Этой новой правдой, новым знанием о человеке и новым укреплением духа мы бесконечно обязаны таким людям, как Шаламов. "Колымские рассказы" – чтение нелегкое, но куда тяжелее сама жизнь, куда страшнее звериный оскал тоталитаризма, когда он отбрасывает свои идеологические ухищрения, снимает парик и стирает грим, когда он чувствует себя самим собой, у себя дома – в концентрационном лагере. Рассказы Шаламова – более верное зеркало эпохи, чем вся подцензурная советская литература, вместе взятая. Но и цена, заплаченная автором, велика: его "живая кровь" запеклась на многих страницах. И помнить об этом – наш долг, наша обязанность, наш крест...

 

Примечания

[1] Это была квартира известного ныне религиозного философа и православного богослова С. С. Хоружего. 

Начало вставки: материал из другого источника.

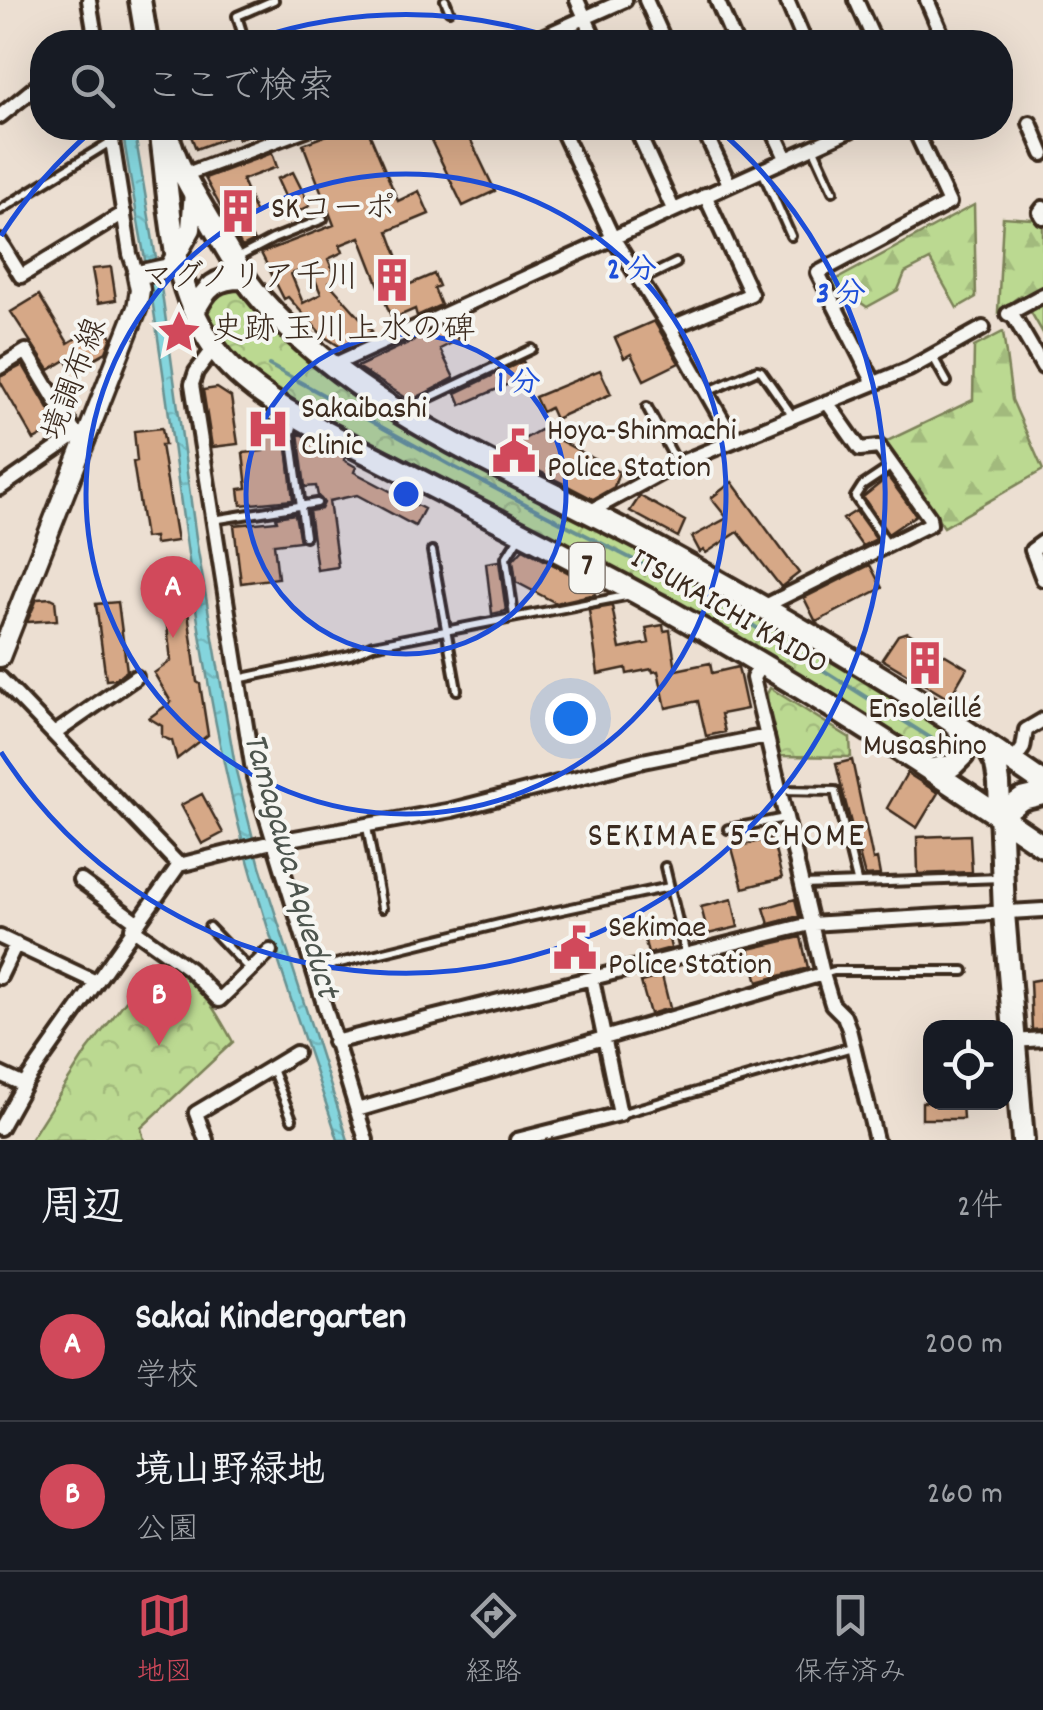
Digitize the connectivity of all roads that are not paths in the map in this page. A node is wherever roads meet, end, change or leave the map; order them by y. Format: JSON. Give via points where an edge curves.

[2] Такой гимн тюрьме есть и у Шаламова: "Тюрьма – это свобода. Это единственное место, которое я знаю, где люди, не боясь, говорили все, что думали. Где они отдыхали душой. Отдыхали телом, потому что не работали. Там каждый час существования был осмыслен" ("Надгробное слово"). Но одно дело – тюрьма, и совсем другое – "истребительно-трудовой" лагерь.

[3] Символом этого отхода стало изменение писателем своего имени: Варлам вместо церковного Варлаам – с очевидным противопоставлением священному переименованию Аврама в Авраама (Быт. 17,5).

[4] Вряд ли следует удивляться этому по видимости полному торжеству материализма: материальное действительно присуще человеку, и лагерь триумфально выявляет эту сторону человеческой природы. Нас не удивляет ведь, когда то, что было человеком, человеческий труп, ведет себя как обычное материальное тело – согласно законам физики (если его перемещать) или химии (при гниении). Не удивляет и то, что при полной потере интеллекта – в результате хирургического вмешательства (например, лоботомии) или применения психотропных средств – бывший человек все же продолжает существовать как биологический объект (отдергивает руку при ожоге, проявляет интерес к пище и т. п.). Но провести грань между хирургическим, химическим, психическим (гипноз, электромагнитные излучения) и тому подобными воздействиями, переводящими "Венец Творения" в разряд физических или биологических "тел", и комплексом воздействий специфически лагерных (холод, голод, усталость, побои), приводящих к тому же самому, невозможно (разве что в последнем случае этот перевод осуществляется более плавно).

[5] Однако то, что спасительно для человека, губительно для писателя: память – его профессиональный долг, и, возвращаясь из колымского ада, Шаламов дает себе клятву: не забыть! "Все было привычно: паровозные гудки, двигавшиеся вагоны, вокзал, милиционер, базар около вокзала – как будто я видел только многолетний сон и сейчас проснулся. И я испугался, и холодный пот выступил на коже. Я испугался страшной силе человека, желанью и уменью забывать. Я увидел, что я готов забыть все, вычеркнуть двадцать лет из своей жизни. И каких лет! И когда я это понял, я победил сам себя. Я знал, что я не позволю моей памяти забыть все, что я видел. И я успокоился и заснул" ("Поезд")

[6] Как в относительно недавнюю эпоху "застоя" без конца "крутили" Высоцкого, ирония которого была глотком свежего воздуха в душной атмосфере тогдашней "общественной жизни".

[7] Аггравация (мед.) – преувеличение больным тяжести своей болезни.

[8] С самим Пугачевым – двенадцать, цифра, конечно, далеко не случайная: нельзя не увидеть здесь столь характерного для Шаламова противопоставления героев-зеков, избравших "сопротивление злу силой", блоковским "революцьонным" насильникам.